Directions for this task: Leaving out all images, return the entries below exactly.

Input data:
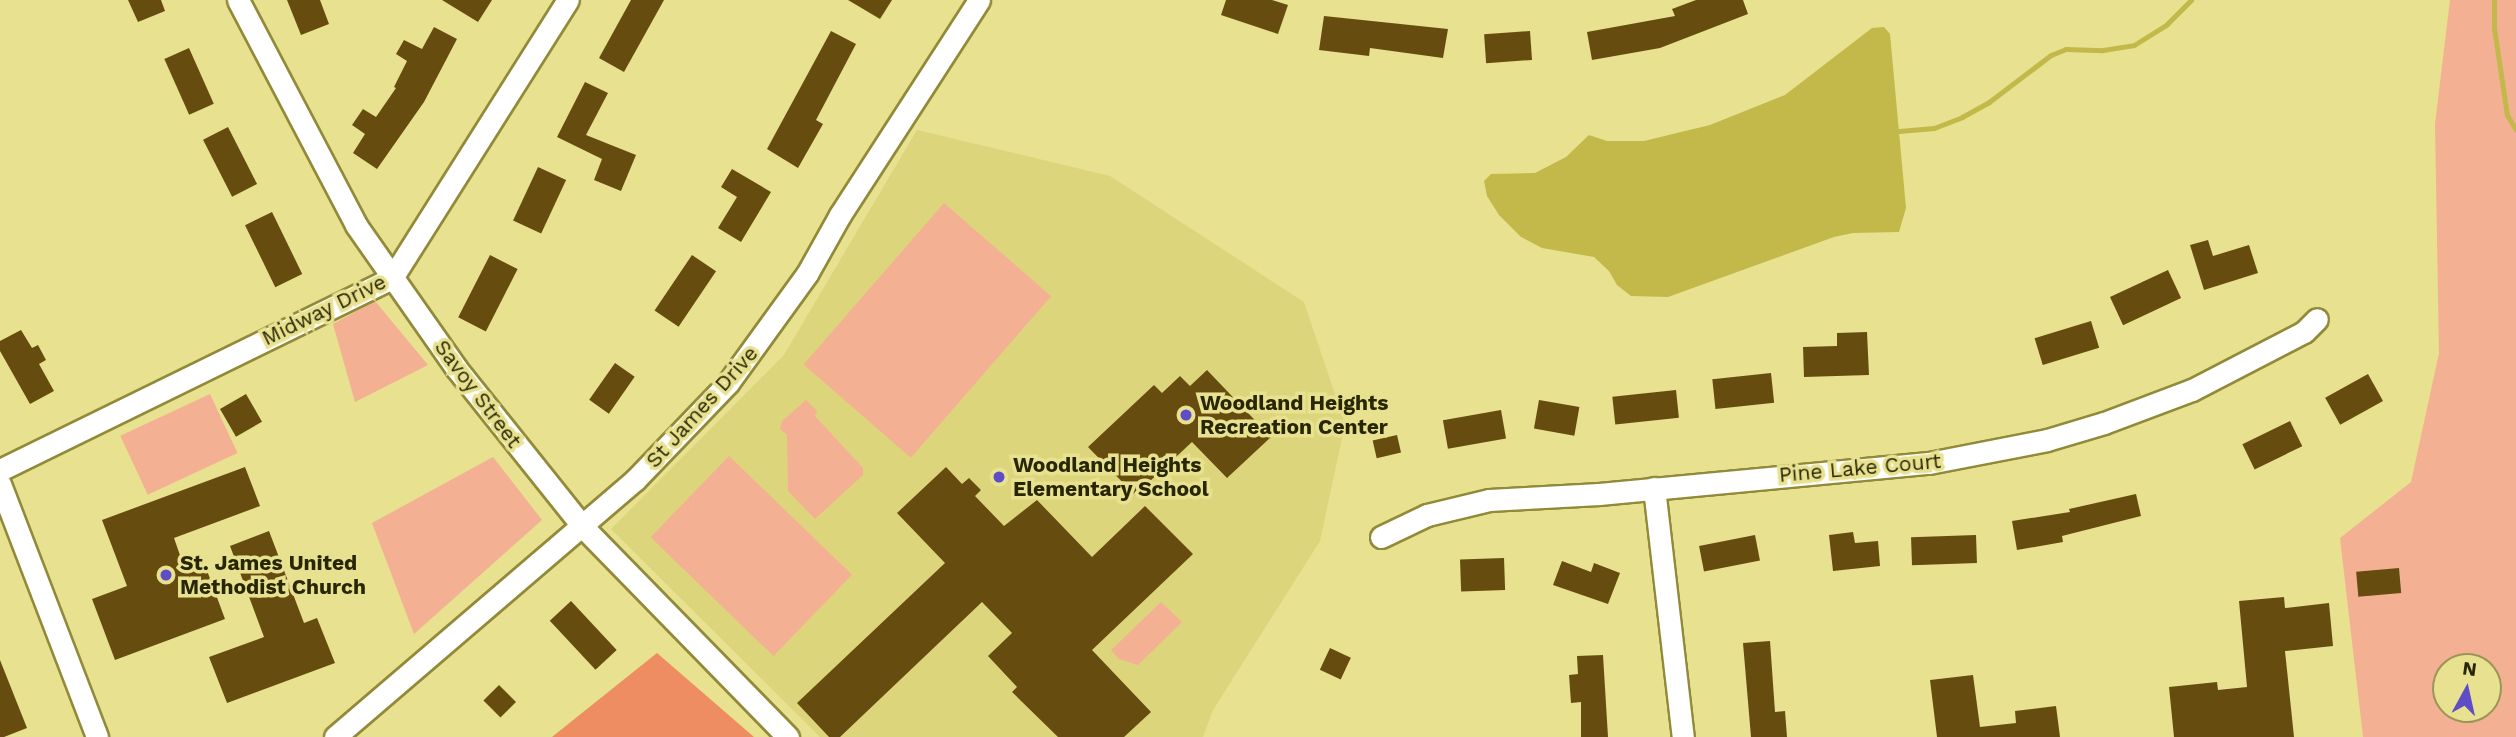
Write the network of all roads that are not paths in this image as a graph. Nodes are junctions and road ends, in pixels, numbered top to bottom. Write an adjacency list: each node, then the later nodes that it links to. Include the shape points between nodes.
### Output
1 (238, 0): 4 (street, Savoy Street, via 356,225)
2 (568, 0): 4 (street, Midway Drive)
3 (979, 0): 9 (street, St James Drive, via 769,330 683,433)
4 (392, 278): 6 (street, Midway Drive); 9 (street, Savoy Street, via 456,368)
5 (2316, 319): 8 (street, Pine Lake Court, via 2304,331 2192,390 2046,440 1929,463)
6 (0, 470)
7 (0, 484): 11 (street)
8 (1654, 488): 10 (street, Pine Lake Court, via 1489,500 1427,515); 14 (street)
9 (582, 526): 12 (street, St James Drive); 13 (street, Savoy Street)
10 (1381, 537)
11 (97, 737)
12 (335, 737)
13 (788, 737)
14 (1683, 737)

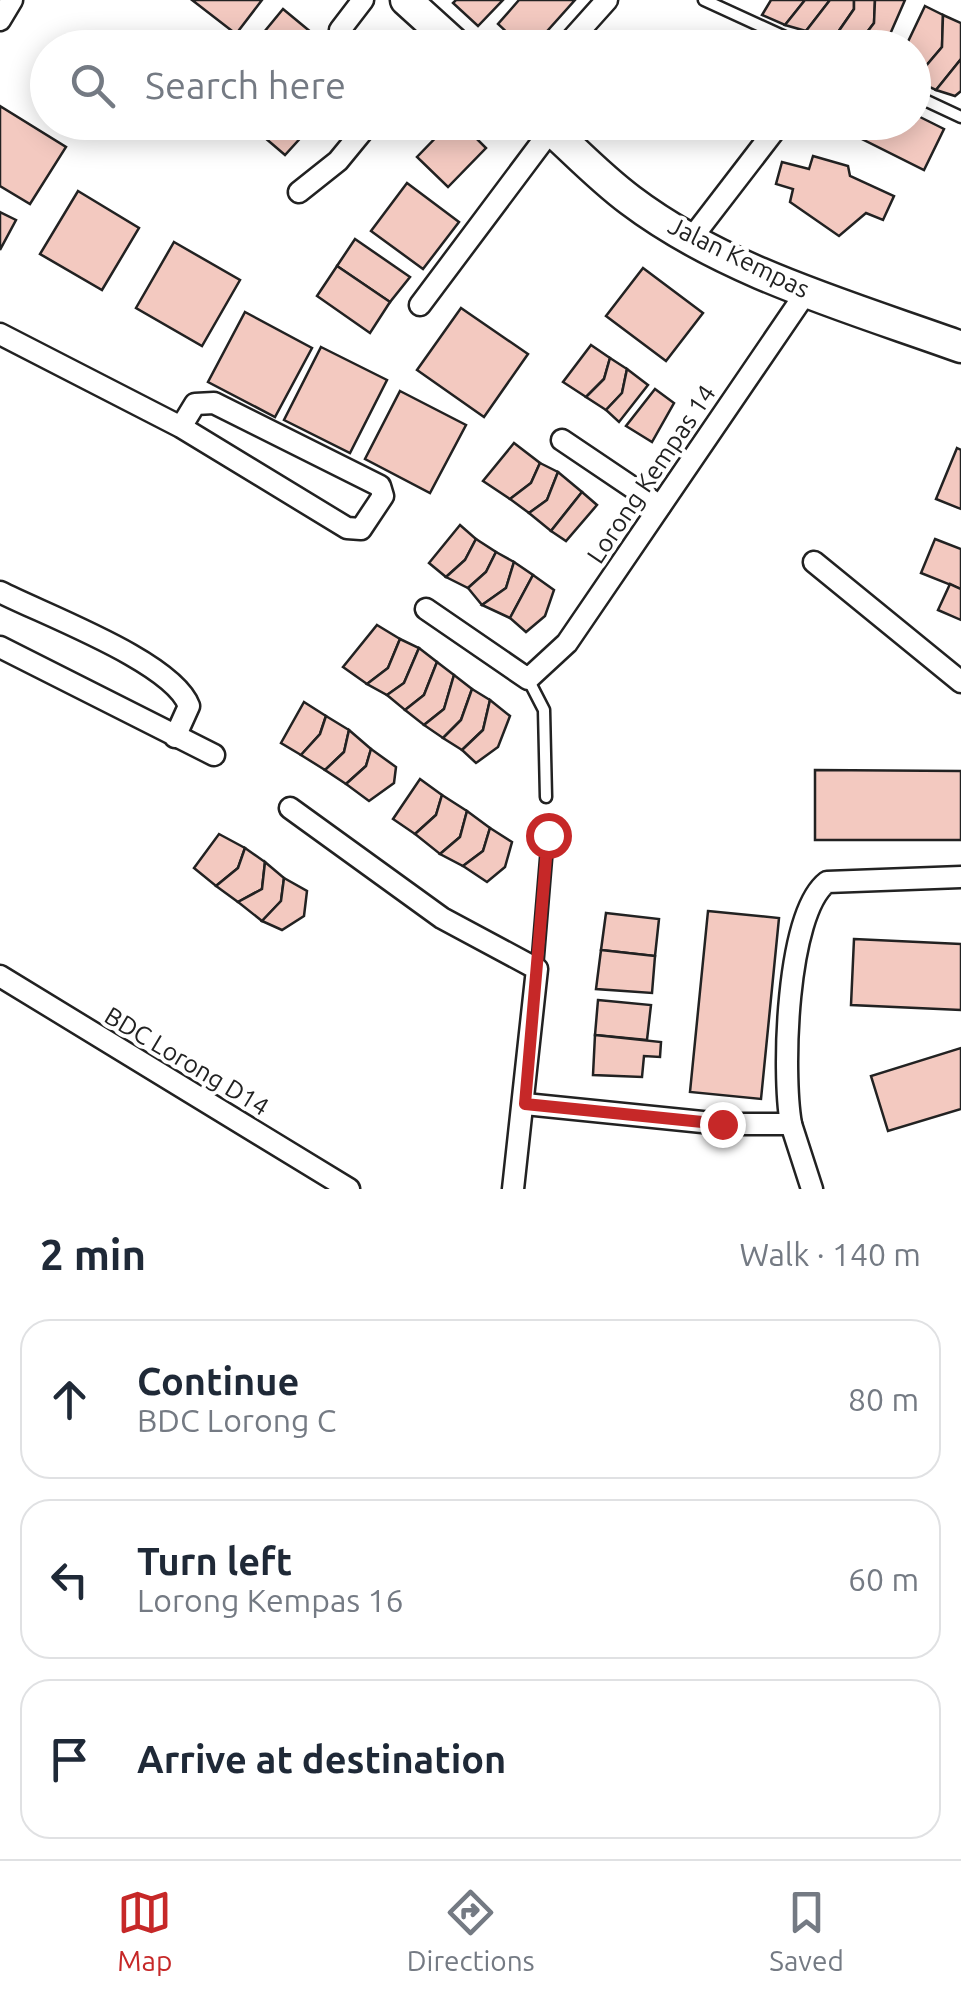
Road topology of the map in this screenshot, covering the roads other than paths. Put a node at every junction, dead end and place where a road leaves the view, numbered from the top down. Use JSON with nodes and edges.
{"nodes":[{"id":1,"x":12,"y":0,"type":"edge"},
{"id":2,"x":363,"y":0,"type":"edge"},
{"id":3,"x":406,"y":0,"type":"edge"},
{"id":4,"x":607,"y":0,"type":"edge"},
{"id":5,"x":704,"y":0,"type":"edge"},
{"id":6,"x":0,"y":20,"type":"edge"},
{"id":7,"x":340,"y":30,"type":"edge"},
{"id":8,"x":435,"y":30,"type":"edge"},
{"id":9,"x":580,"y":30,"type":"edge"},
{"id":10,"x":770,"y":30,"type":"edge"},
{"id":11,"x":931,"y":103,"type":"edge"},
{"id":12,"x":961,"y":116,"type":"edge"},
{"id":13,"x":355,"y":140,"type":"edge"},
{"id":14,"x":537,"y":140,"type":"edge"},
{"id":15,"x":563,"y":140,"type":"edge"},
{"id":16,"x":768,"y":140,"type":"edge"},
{"id":17,"x":299,"y":192,"type":"dead end"},
{"id":18,"x":691,"y":239,"type":"junction"},
{"id":19,"x":807,"y":291,"type":"junction"},
{"id":20,"x":420,"y":305,"type":"dead end"},
{"id":21,"x":0,"y":334,"type":"edge"},
{"id":22,"x":961,"y":347,"type":"edge"},
{"id":23,"x":181,"y":427,"type":"junction"},
{"id":24,"x":562,"y":440,"type":"dead end"},
{"id":25,"x":660,"y":506,"type":"junction"},
{"id":26,"x":814,"y":562,"type":"dead end"},
{"id":27,"x":0,"y":592,"type":"edge"},
{"id":28,"x":426,"y":608,"type":"dead end"},
{"id":29,"x":0,"y":647,"type":"edge"},
{"id":30,"x":528,"y":679,"type":"junction"},
{"id":31,"x":961,"y":682,"type":"edge"},
{"id":32,"x":175,"y":736,"type":"junction"},
{"id":33,"x":214,"y":755,"type":"dead end"},
{"id":34,"x":546,"y":796,"type":"dead end"},
{"id":35,"x":290,"y":808,"type":"dead end"},
{"id":36,"x":548,"y":835,"type":"dead end"},
{"id":37,"x":961,"y":877,"type":"edge"},
{"id":38,"x":537,"y":970,"type":"junction"},
{"id":39,"x":0,"y":976,"type":"edge"},
{"id":40,"x":525,"y":1104,"type":"junction"},
{"id":41,"x":791,"y":1124,"type":"junction"},
{"id":42,"x":349,"y":1189,"type":"edge"},
{"id":43,"x":512,"y":1189,"type":"edge"},
{"id":44,"x":812,"y":1189,"type":"edge"}],
"edges":[{"from":1,"to":6,"type":"street"},
{"from":2,"to":7,"type":"street"},
{"from":3,"to":8,"type":"street"},
{"from":4,"to":9,"type":"street"},
{"from":5,"to":10,"type":"lane"},
{"from":11,"to":12,"type":"lane"},
{"from":13,"to":17,"type":"street"},
{"from":14,"to":20,"type":"street"},
{"from":15,"to":18,"type":"street","name":"Jalan Kempas"},
{"from":16,"to":18,"type":"street"},
{"from":18,"to":19,"type":"street","name":"Jalan Kempas"},
{"from":19,"to":22,"type":"street","name":"Jalan Kempas"},
{"from":19,"to":25,"type":"street","name":"Lorong Kempas 14"},
{"from":21,"to":23,"type":"street"},
{"from":23,"to":23,"type":"street"},
{"from":24,"to":25,"type":"street"},
{"from":25,"to":30,"type":"street","name":"Lorong Kempas 14"},
{"from":26,"to":31,"type":"street"},
{"from":27,"to":32,"type":"street"},
{"from":28,"to":30,"type":"street"},
{"from":29,"to":32,"type":"street"},
{"from":30,"to":34,"type":"lane"},
{"from":32,"to":33,"type":"street"},
{"from":35,"to":38,"type":"street"},
{"from":36,"to":38,"type":"lane"},
{"from":37,"to":41,"type":"street"},
{"from":38,"to":40,"type":"street"},
{"from":39,"to":42,"type":"street","name":"BDC Lorong D14"},
{"from":40,"to":41,"type":"street"},
{"from":40,"to":43,"type":"street"},
{"from":41,"to":44,"type":"street"}]}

Task result:
Write the network of all roads that are not paths in this image as a graph. Nodes are junctions and road ends, in pixels, numbered top to bottom. Write an adjacency list: each node, then the later nodes that it links to. Include the shape points between nodes.
### Output
1 (238, 0): 4 (street, Savoy Street, via 356,225)
2 (568, 0): 4 (street, Midway Drive)
3 (979, 0): 9 (street, St James Drive, via 769,330 683,433)
4 (392, 278): 6 (street, Midway Drive); 9 (street, Savoy Street, via 456,368)
5 (2316, 319): 8 (street, Pine Lake Court, via 2304,331 2192,390 2046,440 1929,463)
6 (0, 470)
7 (0, 484): 11 (street)
8 (1654, 488): 10 (street, Pine Lake Court, via 1489,500 1427,515); 14 (street)
9 (582, 526): 12 (street, St James Drive); 13 (street, Savoy Street)
10 (1381, 537)
11 (97, 737)
12 (335, 737)
13 (788, 737)
14 (1683, 737)

Road topology of the map in this screenshot, covering the roads other than paths. Put a node at every junction, dead end and place where a road leaves the view, numbered from the top down. Use JSON with nodes and edges.
{"nodes":[{"id":1,"x":12,"y":0,"type":"edge"},
{"id":2,"x":363,"y":0,"type":"edge"},
{"id":3,"x":406,"y":0,"type":"edge"},
{"id":4,"x":607,"y":0,"type":"edge"},
{"id":5,"x":704,"y":0,"type":"edge"},
{"id":6,"x":0,"y":20,"type":"edge"},
{"id":7,"x":340,"y":30,"type":"edge"},
{"id":8,"x":435,"y":30,"type":"edge"},
{"id":9,"x":580,"y":30,"type":"edge"},
{"id":10,"x":770,"y":30,"type":"edge"},
{"id":11,"x":931,"y":103,"type":"edge"},
{"id":12,"x":961,"y":116,"type":"edge"},
{"id":13,"x":355,"y":140,"type":"edge"},
{"id":14,"x":537,"y":140,"type":"edge"},
{"id":15,"x":563,"y":140,"type":"edge"},
{"id":16,"x":768,"y":140,"type":"edge"},
{"id":17,"x":299,"y":192,"type":"dead end"},
{"id":18,"x":691,"y":239,"type":"junction"},
{"id":19,"x":807,"y":291,"type":"junction"},
{"id":20,"x":420,"y":305,"type":"dead end"},
{"id":21,"x":0,"y":334,"type":"edge"},
{"id":22,"x":961,"y":347,"type":"edge"},
{"id":23,"x":181,"y":427,"type":"junction"},
{"id":24,"x":562,"y":440,"type":"dead end"},
{"id":25,"x":660,"y":506,"type":"junction"},
{"id":26,"x":814,"y":562,"type":"dead end"},
{"id":27,"x":0,"y":592,"type":"edge"},
{"id":28,"x":426,"y":608,"type":"dead end"},
{"id":29,"x":0,"y":647,"type":"edge"},
{"id":30,"x":528,"y":679,"type":"junction"},
{"id":31,"x":961,"y":682,"type":"edge"},
{"id":32,"x":175,"y":736,"type":"junction"},
{"id":33,"x":214,"y":755,"type":"dead end"},
{"id":34,"x":546,"y":796,"type":"dead end"},
{"id":35,"x":290,"y":808,"type":"dead end"},
{"id":36,"x":548,"y":835,"type":"dead end"},
{"id":37,"x":961,"y":877,"type":"edge"},
{"id":38,"x":537,"y":970,"type":"junction"},
{"id":39,"x":0,"y":976,"type":"edge"},
{"id":40,"x":525,"y":1104,"type":"junction"},
{"id":41,"x":791,"y":1124,"type":"junction"},
{"id":42,"x":349,"y":1189,"type":"edge"},
{"id":43,"x":512,"y":1189,"type":"edge"},
{"id":44,"x":812,"y":1189,"type":"edge"}],
"edges":[{"from":1,"to":6,"type":"street"},
{"from":2,"to":7,"type":"street"},
{"from":3,"to":8,"type":"street"},
{"from":4,"to":9,"type":"street"},
{"from":5,"to":10,"type":"lane"},
{"from":11,"to":12,"type":"lane"},
{"from":13,"to":17,"type":"street"},
{"from":14,"to":20,"type":"street"},
{"from":15,"to":18,"type":"street","name":"Jalan Kempas"},
{"from":16,"to":18,"type":"street"},
{"from":18,"to":19,"type":"street","name":"Jalan Kempas"},
{"from":19,"to":22,"type":"street","name":"Jalan Kempas"},
{"from":19,"to":25,"type":"street","name":"Lorong Kempas 14"},
{"from":21,"to":23,"type":"street"},
{"from":23,"to":23,"type":"street"},
{"from":24,"to":25,"type":"street"},
{"from":25,"to":30,"type":"street","name":"Lorong Kempas 14"},
{"from":26,"to":31,"type":"street"},
{"from":27,"to":32,"type":"street"},
{"from":28,"to":30,"type":"street"},
{"from":29,"to":32,"type":"street"},
{"from":30,"to":34,"type":"lane"},
{"from":32,"to":33,"type":"street"},
{"from":35,"to":38,"type":"street"},
{"from":36,"to":38,"type":"lane"},
{"from":37,"to":41,"type":"street"},
{"from":38,"to":40,"type":"street"},
{"from":39,"to":42,"type":"street","name":"BDC Lorong D14"},
{"from":40,"to":41,"type":"street"},
{"from":40,"to":43,"type":"street"},
{"from":41,"to":44,"type":"street"}]}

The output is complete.